GOAL OF THE EXERCISE: Please copy every line from the records below that contains the string "image".

RECORDS FOR THIS EXERCISE:
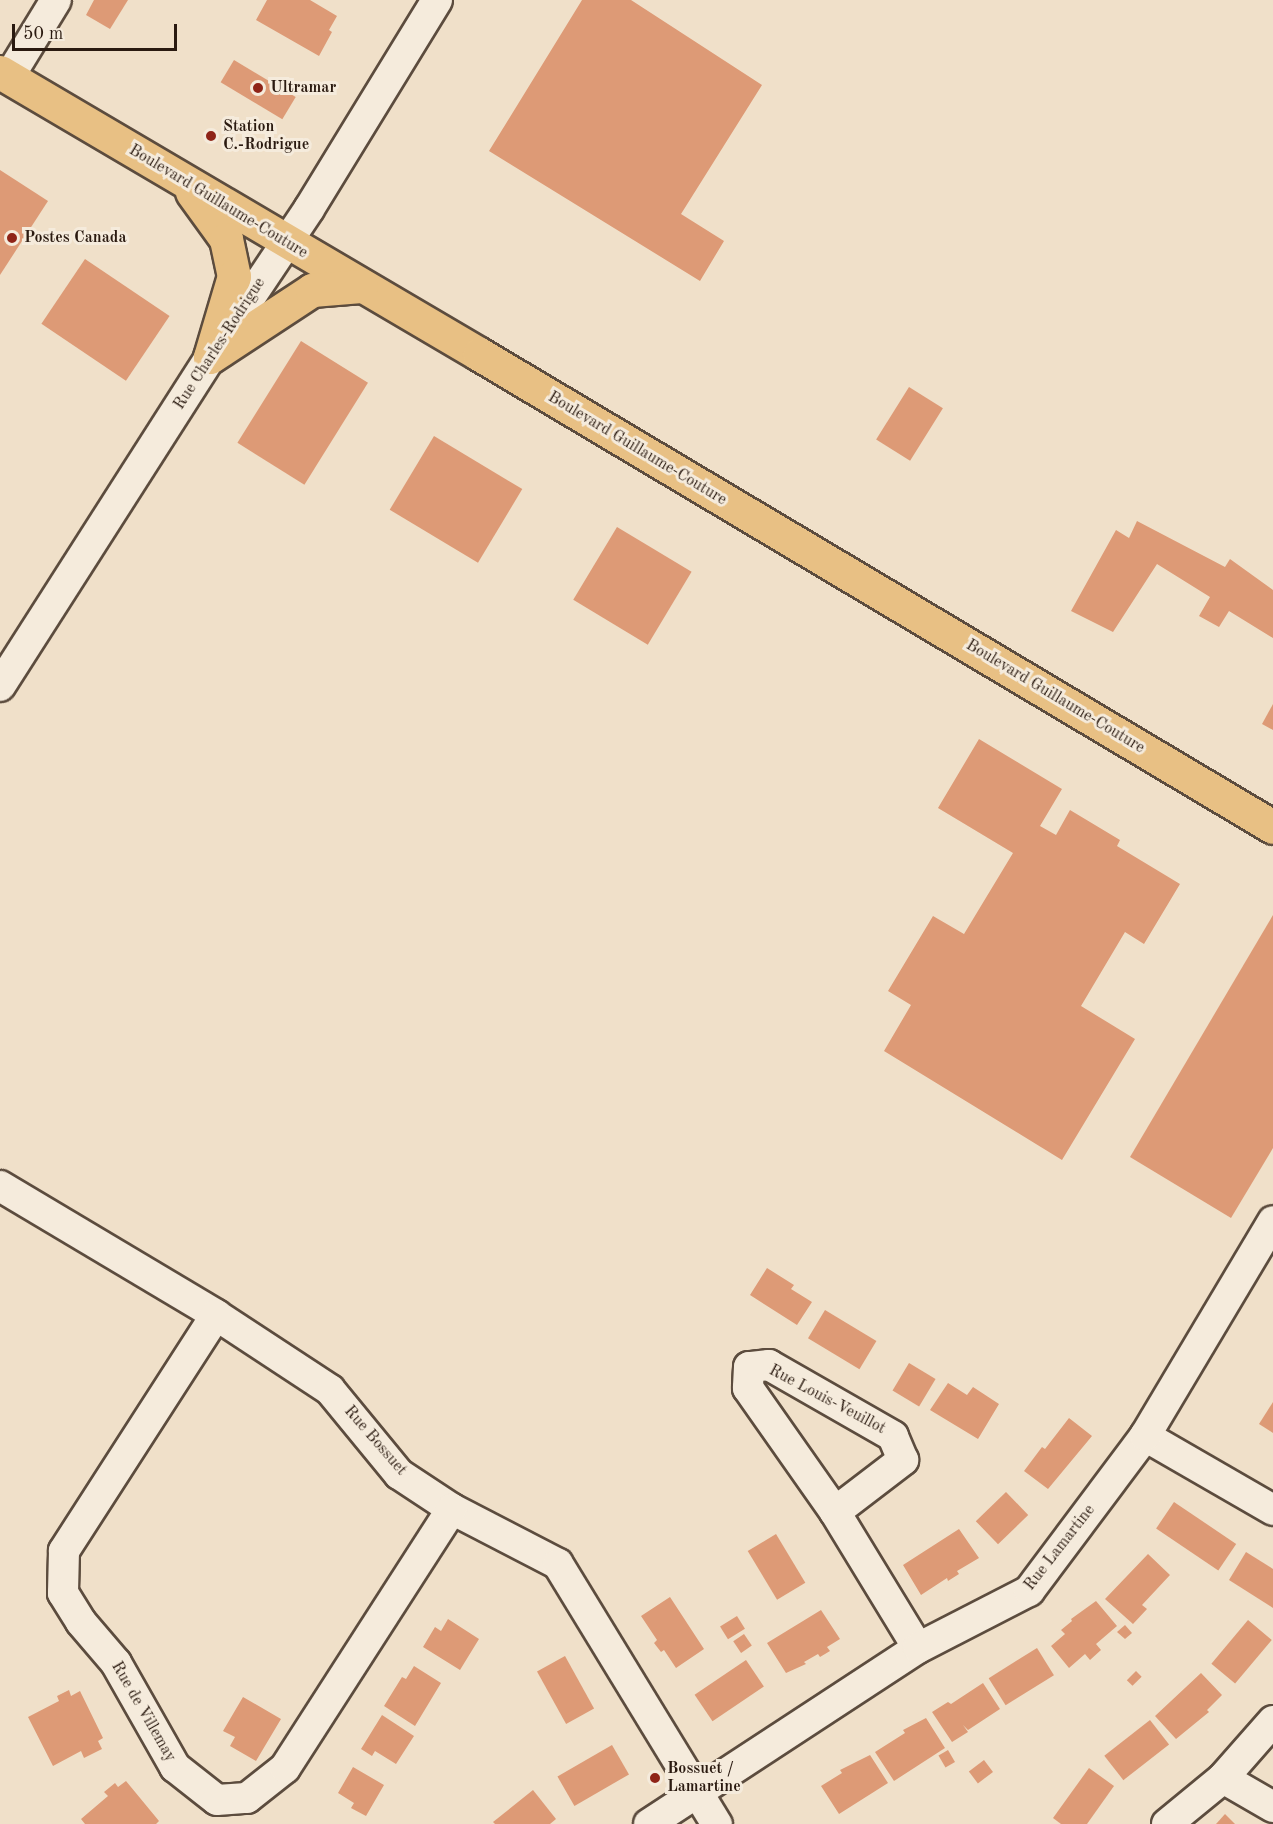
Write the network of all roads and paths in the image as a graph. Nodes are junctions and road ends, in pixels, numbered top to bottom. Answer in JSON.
{"nodes":[{"id":1,"x":56,"y":0,"type":"edge"},
{"id":2,"x":437,"y":0,"type":"edge"},
{"id":3,"x":4,"y":75,"type":"edge"},
{"id":4,"x":183,"y":181,"type":"junction"},
{"id":5,"x":288,"y":242,"type":"junction"},
{"id":6,"x":360,"y":286,"type":"junction"},
{"id":7,"x":210,"y":357,"type":"junction"},
{"id":8,"x":0,"y":686,"type":"edge"},
{"id":9,"x":1273,"y":827,"type":"edge"},
{"id":10,"x":0,"y":1186,"type":"edge"},
{"id":11,"x":1273,"y":1221,"type":"edge"},
{"id":12,"x":216,"y":1315,"type":"junction"},
{"id":13,"x":1144,"y":1436,"type":"junction"},
{"id":14,"x":452,"y":1509,"type":"junction"},
{"id":15,"x":1273,"y":1510,"type":"edge"},
{"id":16,"x":835,"y":1512,"type":"junction"},
{"id":17,"x":918,"y":1648,"type":"junction"},
{"id":18,"x":1273,"y":1721,"type":"edge"},
{"id":19,"x":1223,"y":1778,"type":"junction"},
{"id":20,"x":697,"y":1793,"type":"junction"},
{"id":21,"x":1273,"y":1807,"type":"edge"},
{"id":22,"x":649,"y":1824,"type":"edge"},
{"id":23,"x":717,"y":1824,"type":"edge"},
{"id":24,"x":1167,"y":1824,"type":"edge"}],
"edges":[{"from":1,"to":3,"type":"street"},
{"from":2,"to":5,"type":"street","name":"Rue Charles-Rodrigue"},
{"from":3,"to":4,"type":"main road","name":"Boulevard Guillaume-Couture"},
{"from":4,"to":5,"type":"main road","name":"Boulevard Guillaume-Couture"},
{"from":4,"to":7,"type":"main road"},
{"from":5,"to":6,"type":"main road","name":"Boulevard Guillaume-Couture"},
{"from":5,"to":7,"type":"street","name":"Rue Charles-Rodrigue"},
{"from":6,"to":7,"type":"main road"},
{"from":6,"to":9,"type":"main road","name":"Boulevard Guillaume-Couture"},
{"from":7,"to":8,"type":"street","name":"Rue Charles-Rodrigue"},
{"from":10,"to":12,"type":"street","name":"Rue Bossuet"},
{"from":11,"to":13,"type":"street","name":"Rue Lamartine"},
{"from":12,"to":14,"type":"street","name":"Rue Bossuet"},
{"from":12,"to":14,"type":"street","name":"Rue de Villemay"},
{"from":13,"to":15,"type":"street"},
{"from":13,"to":17,"type":"street","name":"Rue Lamartine"},
{"from":14,"to":20,"type":"street","name":"Rue Bossuet"},
{"from":16,"to":16,"type":"street","name":"Rue Louis-Veuillot"},
{"from":16,"to":17,"type":"street","name":"Rue Louis-Veuillot"},
{"from":17,"to":20,"type":"street","name":"Rue Lamartine"},
{"from":18,"to":19,"type":"street"},
{"from":19,"to":21,"type":"street"},
{"from":19,"to":24,"type":"street"},
{"from":20,"to":22,"type":"street","name":"Rue Lamartine"},
{"from":20,"to":23,"type":"street","name":"Rue Bossuet"}]}
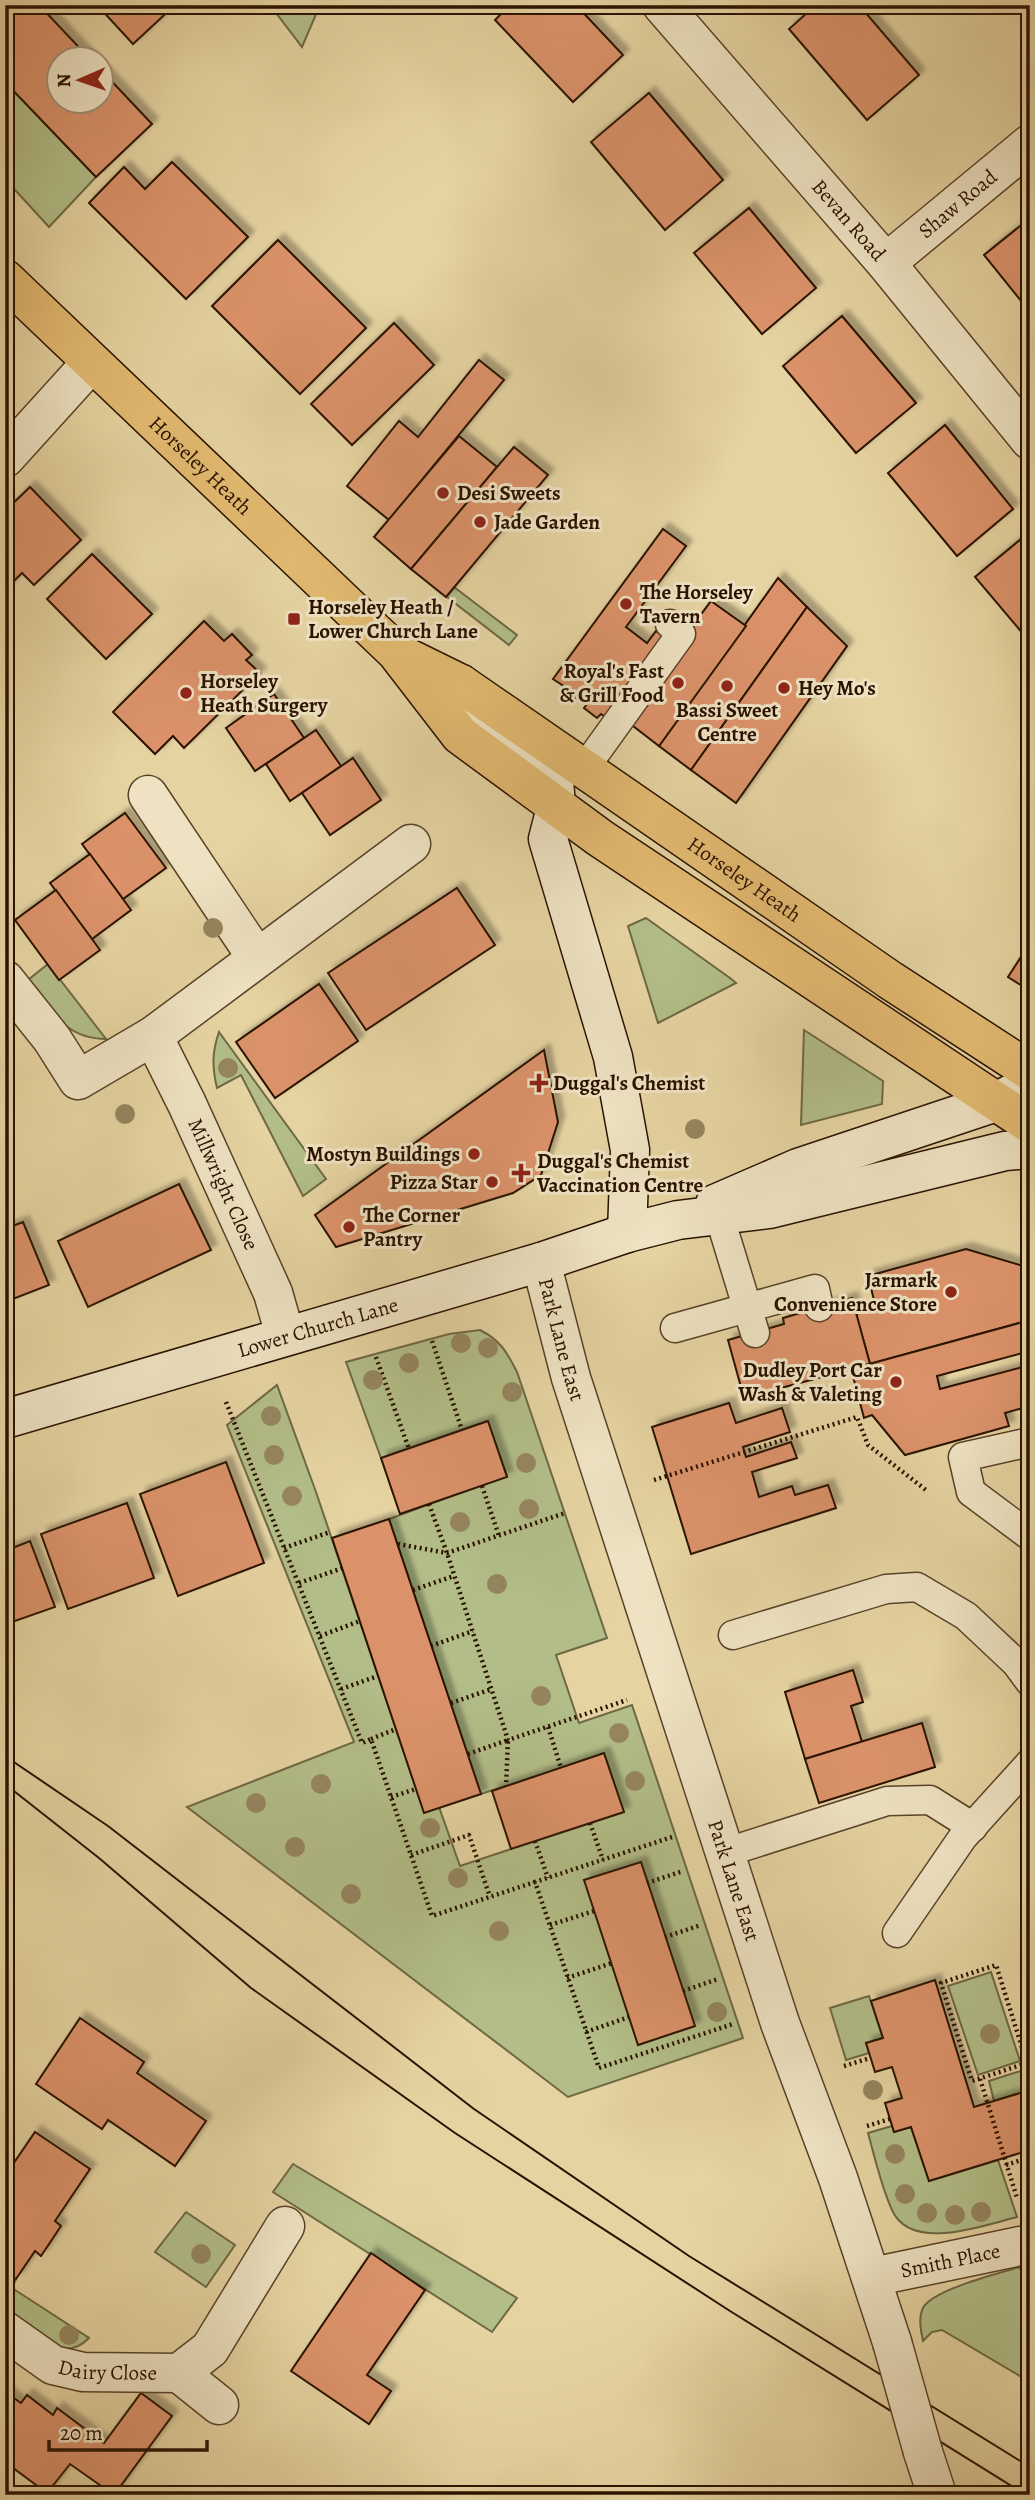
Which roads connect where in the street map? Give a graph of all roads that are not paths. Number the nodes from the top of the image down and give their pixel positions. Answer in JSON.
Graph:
{"nodes":[{"id":1,"x":662,"y":5,"type":"edge"},
{"id":2,"x":1030,"y":144,"type":"edge"},
{"id":3,"x":886,"y":263,"type":"junction"},
{"id":4,"x":5,"y":279,"type":"edge"},
{"id":5,"x":91,"y":363,"type":"junction"},
{"id":6,"x":1030,"y":440,"type":"edge"},
{"id":7,"x":5,"y":458,"type":"edge"},
{"id":8,"x":670,"y":624,"type":"dead end"},
{"id":9,"x":396,"y":652,"type":"junction"},
{"id":10,"x":461,"y":684,"type":"junction"},
{"id":11,"x":584,"y":769,"type":"junction"},
{"id":12,"x":148,"y":796,"type":"dead end"},
{"id":13,"x":556,"y":808,"type":"junction"},
{"id":14,"x":411,"y":844,"type":"dead end"},
{"id":15,"x":257,"y":958,"type":"junction"},
{"id":16,"x":5,"y":980,"type":"edge"},
{"id":17,"x":153,"y":1036,"type":"junction"},
{"id":18,"x":1030,"y":1072,"type":"edge"},
{"id":19,"x":1013,"y":1097,"type":"edge"},
{"id":20,"x":1030,"y":1124,"type":"edge"},
{"id":21,"x":1030,"y":1149,"type":"edge"},
{"id":22,"x":719,"y":1215,"type":"junction"},
{"id":23,"x":678,"y":1220,"type":"junction"},
{"id":24,"x":627,"y":1233,"type":"junction"},
{"id":25,"x":541,"y":1262,"type":"junction"},
{"id":26,"x":819,"y":1307,"type":"dead end"},
{"id":27,"x":751,"y":1320,"type":"junction"},
{"id":28,"x":676,"y":1328,"type":"dead end"},
{"id":29,"x":285,"y":1335,"type":"junction"},
{"id":30,"x":5,"y":1419,"type":"edge"},
{"id":31,"x":1030,"y":1441,"type":"edge"},
{"id":32,"x":1030,"y":1536,"type":"edge"},
{"id":33,"x":733,"y":1634,"type":"dead end"},
{"id":34,"x":1030,"y":1682,"type":"edge"},
{"id":35,"x":1030,"y":1763,"type":"edge"},
{"id":36,"x":973,"y":1827,"type":"junction"},
{"id":37,"x":724,"y":1853,"type":"junction"},
{"id":38,"x":897,"y":1933,"type":"dead end"},
{"id":39,"x":285,"y":2226,"type":"dead end"},
{"id":40,"x":1030,"y":2244,"type":"edge"},
{"id":41,"x":872,"y":2277,"type":"junction"},
{"id":42,"x":5,"y":2331,"type":"edge"},
{"id":43,"x":179,"y":2373,"type":"junction"},
{"id":44,"x":219,"y":2405,"type":"dead end"},
{"id":45,"x":937,"y":2495,"type":"edge"}],
"edges":[{"from":1,"to":3,"type":"street","name":"Bevan Road"},
{"from":2,"to":3,"type":"street","name":"Shaw Road"},
{"from":3,"to":6,"type":"street","name":"Bevan Road"},
{"from":4,"to":5,"type":"highway","name":"Horseley Heath"},
{"from":5,"to":7,"type":"street"},
{"from":5,"to":9,"type":"highway","name":"Horseley Heath"},
{"from":8,"to":11,"type":"lane"},
{"from":9,"to":10,"type":"highway","name":"Horseley Heath"},
{"from":9,"to":13,"type":"highway","name":"Horseley Heath"},
{"from":10,"to":11,"type":"highway","name":"Horseley Heath"},
{"from":10,"to":13,"type":"street"},
{"from":11,"to":18,"type":"highway","name":"Horseley Heath"},
{"from":12,"to":15,"type":"street"},
{"from":13,"to":19,"type":"highway","name":"Horseley Heath"},
{"from":13,"to":24,"type":"street"},
{"from":14,"to":15,"type":"street"},
{"from":15,"to":17,"type":"street"},
{"from":16,"to":17,"type":"street"},
{"from":17,"to":29,"type":"street","name":"Millwright Close"},
{"from":19,"to":20,"type":"highway","name":"Horseley Heath"},
{"from":19,"to":23,"type":"street"},
{"from":21,"to":22,"type":"street"},
{"from":22,"to":23,"type":"street"},
{"from":22,"to":27,"type":"lane"},
{"from":23,"to":24,"type":"street"},
{"from":24,"to":25,"type":"street","name":"Lower Church Lane"},
{"from":25,"to":29,"type":"street","name":"Lower Church Lane"},
{"from":25,"to":37,"type":"street","name":"Park Lane East"},
{"from":26,"to":27,"type":"lane"},
{"from":27,"to":28,"type":"lane"},
{"from":29,"to":30,"type":"street","name":"Lower Church Lane"},
{"from":31,"to":32,"type":"lane"},
{"from":33,"to":34,"type":"lane"},
{"from":35,"to":36,"type":"lane"},
{"from":36,"to":37,"type":"lane"},
{"from":36,"to":38,"type":"lane"},
{"from":37,"to":41,"type":"street","name":"Park Lane East"},
{"from":39,"to":43,"type":"street","name":"Dairy Close"},
{"from":40,"to":41,"type":"street","name":"Smith Place"},
{"from":41,"to":45,"type":"street","name":"Park Lane East","bridge":true},
{"from":42,"to":43,"type":"street","name":"Dairy Close"},
{"from":43,"to":44,"type":"street","name":"Dairy Close"}]}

COMPLETED TASK:
Write the network of all roads and paths in the image as a graph. Nodes are junctions and road ends, in pixels, numbered top to bottom. Answer in JSON.
Which roads connect where in the street map? Give a graph of all roads that are not paths. Number the nodes from the top of the image down and give their pixel positions. Answer in JSON.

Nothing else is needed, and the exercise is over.